A mortalidade e os velhos mestres – por Peter Schjeldahl

A mortalidade e os velhos mestres

por PETER SCHJELDAHL

Quando voltarmos a vagar livremente pelos museus, os objetos não terão se alterado, mas nós sim – e as vítimas do coronavírus nos acompanharão como fantasmas

Este artigo faz parte da série #IMSquarentena, que reúne ensaios do acervo, colaborações inéditas e uma seleção de textos que ajudem a refletir sobre o mundo em tempos de pandemia

“Las Meninas”, de Velásquez

Teremos tanta coisa para nos dizer quando terminar a crise do coronavírus: em casos como o meu, destilações da solidão. Aos 78 anos, com pulmões ruins, estou entocado com minha mulher na nossa casa de campo até que surja uma vacina e ela se torne disponível. É entediante. (Lembra-se quando lamentávamos a velocidade perturbadora da vida contemporânea?) Na escala das atuais provações humanas, à medida que a pandemia destrói vidas e meios de sustento, o mero isolamento mal atinge o nível de um infortúnio. Trata-se de uma condição ambivalente que, entre outras coisas, nos concede tempo para longas reflexões. Uma das minhas se volta para a arte guardada nos museus por ora fechados, inoperantes sem a presença física dos frequentadores atentos.

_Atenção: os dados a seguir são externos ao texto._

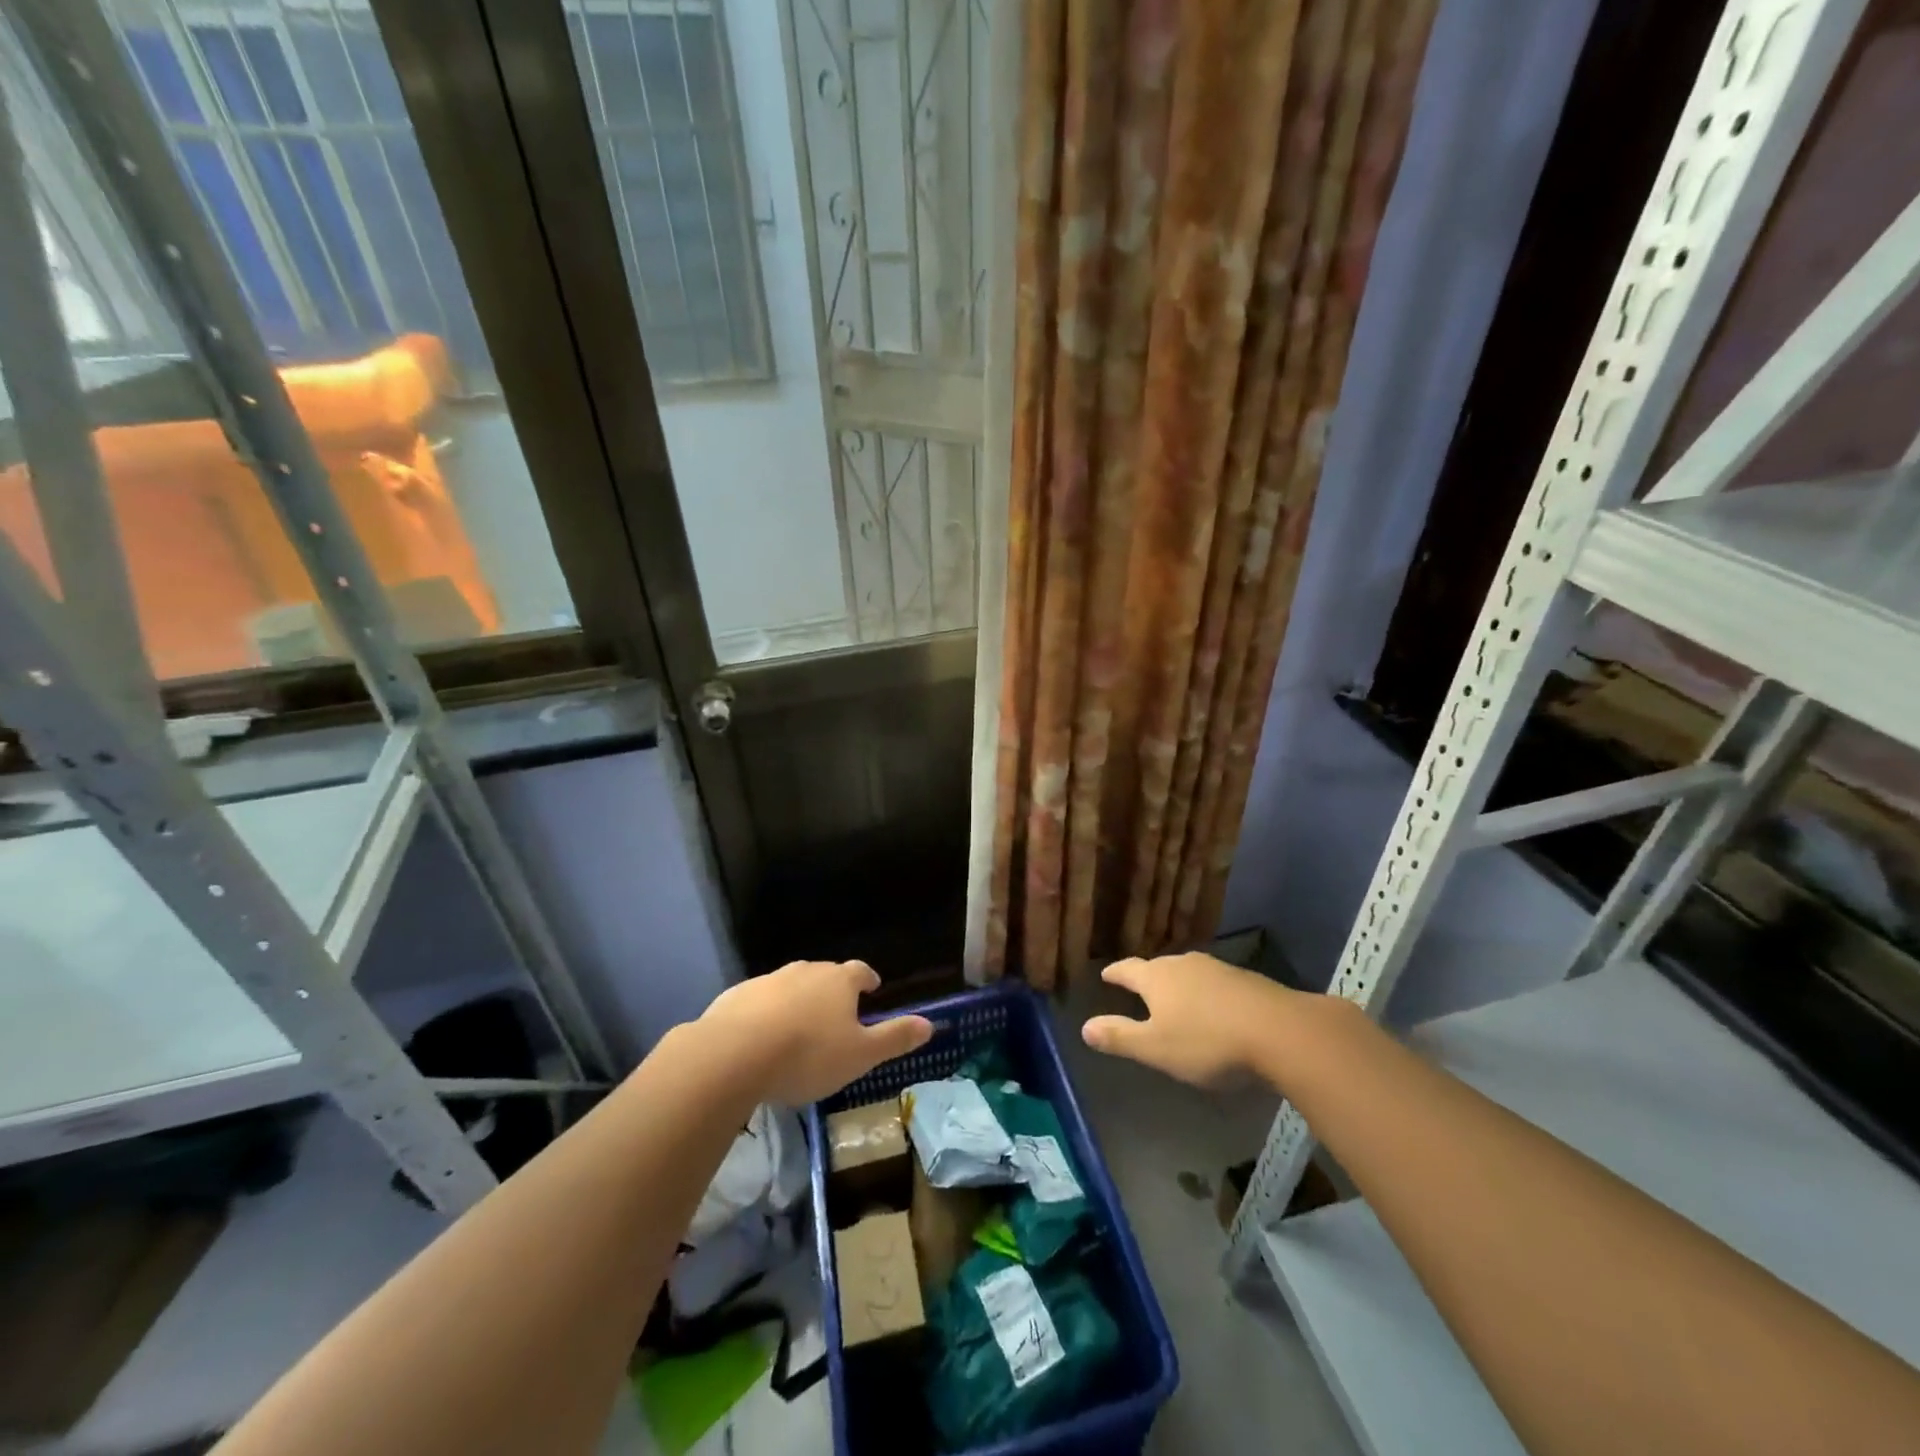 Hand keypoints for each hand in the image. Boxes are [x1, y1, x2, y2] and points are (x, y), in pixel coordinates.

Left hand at [700, 959, 932, 1105]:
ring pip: (790, 986)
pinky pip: (758, 1002)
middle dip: (832, 991)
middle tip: (836, 1013)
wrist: (734, 1054)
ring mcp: (768, 980)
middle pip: (825, 975)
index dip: (868, 980)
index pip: (860, 971)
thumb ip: (894, 1038)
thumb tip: (930, 1024)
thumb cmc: (808, 1054)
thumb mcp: (860, 1055)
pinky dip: (765, 1014)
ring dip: (797, 1002)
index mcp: (839, 981)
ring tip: (799, 1029)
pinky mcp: (736, 996)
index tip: (872, 988)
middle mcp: (805, 971)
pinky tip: (761, 1038)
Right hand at [1082, 953, 1296, 1087]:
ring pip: (1189, 973)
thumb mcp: (1156, 1048)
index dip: (1115, 974)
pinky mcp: (1247, 981)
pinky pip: (1215, 984)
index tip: (1106, 975)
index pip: (1128, 969)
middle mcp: (1184, 965)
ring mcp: (1218, 969)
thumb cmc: (1208, 1042)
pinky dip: (1207, 994)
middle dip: (1148, 978)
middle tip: (1140, 989)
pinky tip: (1214, 1010)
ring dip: (1179, 985)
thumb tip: (1084, 1027)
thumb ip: (1120, 1037)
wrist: (1280, 1032)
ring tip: (1176, 999)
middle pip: (1159, 968)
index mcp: (1157, 978)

A meu juízo, as “visitas virtuais” constituem um desserviço, porque oferecem uma experiência estética amorfa e desencarnada, de valor simplesmente espetaculoso. Inacessíveis, as obras assumem em nossa imaginação uma importância que tomávamos como algo dado. Apenas por existirem, elas estimulam associações e geram significados capazes de ressoar nesses tempos de calamidade.

Por que a arte do que chamamos de Velhos Mestres tem um peso emotivo tão maior que o de grande parte dos artistas modernos e de quase todos os nossos contemporâneos? (Situo o divisor de águas entre os flagelos sanguinolentos da guerra que Francisco Goya testemunhou e aqueles que Édouard Manet, por exemplo, tomou conhecimento ao ler em jornais.) Acho que isso se deve à consciência rotineira da mortalidade. As enfermidades pandêmicas e outras inumeráveis causas de morte precoce estavam assustadoramente presentes no dia a dia, mesmo para os artistas que tinham um compromisso com o entretenimento. Considere as pilhas de cadáveres que se acumulam nas tragédias de Shakespeare: catarses do medo universal. Uma prova dessa preocupação é a persistência da religião na arte, que crescentemente adotava temas seculares: histórias da Bíblia, alternando-se com temas espiritualmente densos das mitologias grega e romana. Morte de crianças era uma maldição perpétua. As pinturas da Virgem com o Menino, em especial as de Giovanni Bellini, estão impregnadas da consciência que Maria tem do terrível destino de seu filho. A ideia de que Deus se fez de carne, sofreu e morreu era um consolo persistente: para Maria, por sabê-lo; para nós, por aceitá-lo como uma questão de fé ou, se somos ateus, ao menos por o admirarmos como poesia mítica.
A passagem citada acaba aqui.